Our past president, Jo Buyske, appointed Dan Jones to head the newly created task force charged with developing the curriculum and validated assessment methodology in the area of surgical energy. True to form Dan immediately went to work on the first order of business – the project needed a name.  Blessed with a true inspiration, the FUSE project was launched.  Pascal Fuchshuber and Liane Feldman were named co-chairs and the team went to work developing the FUSE taskforce. The Fundamental Use of Surgical Energy is currently under rapid development.  FUSE Taskforce and PG Course Leaders members include Atul Madan, Brian Dunkin, Dana Portenier, Dan Herron, Danny Scott, Dean Mikami, Esteban Varela, Gerry Fried, Gretchen Purcell Jackson, Leena Khaitan, Sharon Bachman, Suvranu De, Thomas Robinson, Scott Melvin, Warren Grundfest, William Richardson, Stephanie Jones, Malcolm Munro, Randy Voyles, Mike Brunt, James Choi, Scott Helton, Jeff Hazey,  David Iannitti,  James Ulchaker, and  Carla Bryant and Jessica Mischna (SAGES staff) – my sincere thanks to all of you  for you hard work!

A pilot postgraduate course developed by the FUSE task force was rolled out at the SAGES annual meeting in San Antonio with didactic and hands-on components. These didactics are the basis for the upcoming SAGES FUSE manual to be published by Springer later this year. The task force which represents a multidisciplinary effort by general surgeons, gynecologists, anesthesiologists, urologists, nurses as well as others is hard at work refining the curriculum and developing validated assessment tools similar to those seen in FLS and FES.  In addition to the manual, the curriculum will be available as a web-based tool and will be designed to meet surgical residency training needs and MOC requirements in the area of patient safety. 

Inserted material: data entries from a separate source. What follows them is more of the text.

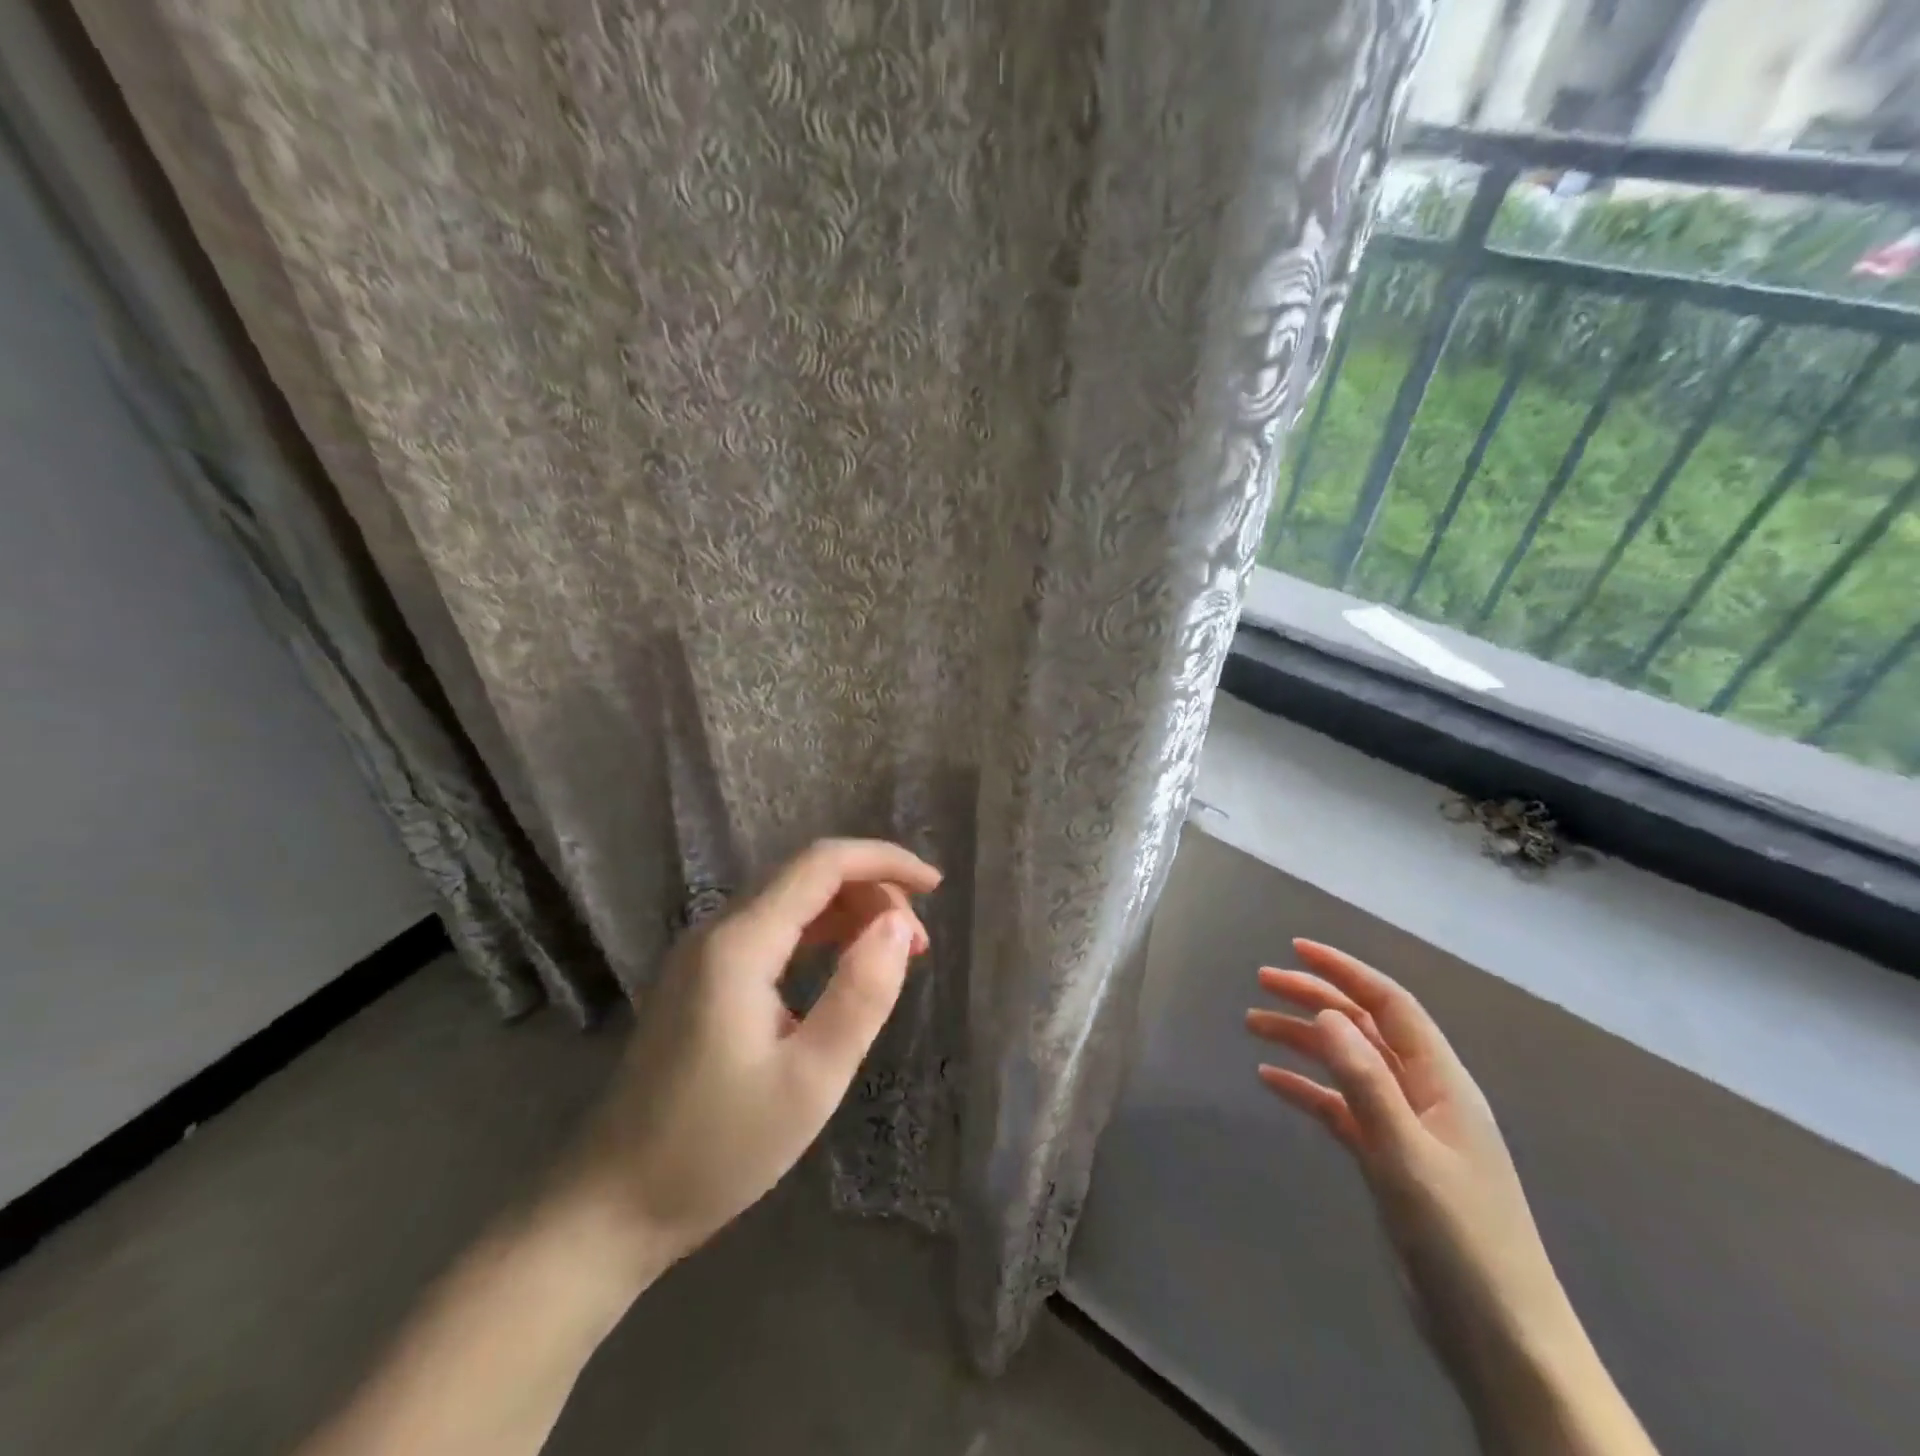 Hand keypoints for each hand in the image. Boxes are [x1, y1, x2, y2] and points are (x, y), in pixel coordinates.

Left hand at [556, 838, 939, 1281]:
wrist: (612, 1206)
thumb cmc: (718, 1149)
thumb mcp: (810, 1080)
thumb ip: (861, 995)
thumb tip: (899, 923)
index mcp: (740, 944)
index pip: (822, 864)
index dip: (884, 862)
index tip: (937, 886)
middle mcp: (718, 931)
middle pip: (807, 877)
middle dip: (873, 892)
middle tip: (918, 946)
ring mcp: (704, 954)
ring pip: (791, 902)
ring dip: (850, 913)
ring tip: (895, 956)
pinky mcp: (702, 979)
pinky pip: (772, 932)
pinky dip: (820, 936)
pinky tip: (844, 969)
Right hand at [1246, 941, 1576, 1391]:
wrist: (1502, 1341)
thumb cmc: (1461, 1240)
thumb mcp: (1406, 1153)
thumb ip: (1366, 1080)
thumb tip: (1327, 1012)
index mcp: (1442, 1082)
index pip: (1390, 1004)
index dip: (1345, 970)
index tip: (1296, 948)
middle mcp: (1425, 1094)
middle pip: (1364, 1028)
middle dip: (1314, 998)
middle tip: (1261, 982)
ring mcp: (1408, 1128)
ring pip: (1348, 1065)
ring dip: (1303, 1041)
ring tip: (1252, 1025)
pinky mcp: (1390, 1161)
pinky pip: (1341, 1107)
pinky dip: (1307, 1089)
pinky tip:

The challenges of providing specific tool-based training are formidable but not insurmountable.  The current climate designed to protect operating room personnel from excessive sales based interactions also raises barriers to very important informal in-servicing an instrument instruction.  SAGES’ positions concerning relationships with industry as a surgical professional society are stated in our white paper:   ( see also Surg Endosc. 2010 Apr;24(4):742-4.)  This document goes on to describe why a transparent relationship of surgical societies working with device makers as education partners is in the best interests of patient safety and high-quality surgical outcomes.  The FUSE task force will work under this rubric with the makers of the most commonly used energy devices (who admittedly know the most about their specific devices) to independently create high-quality education modules designed to fill the tool specific knowledge gap. 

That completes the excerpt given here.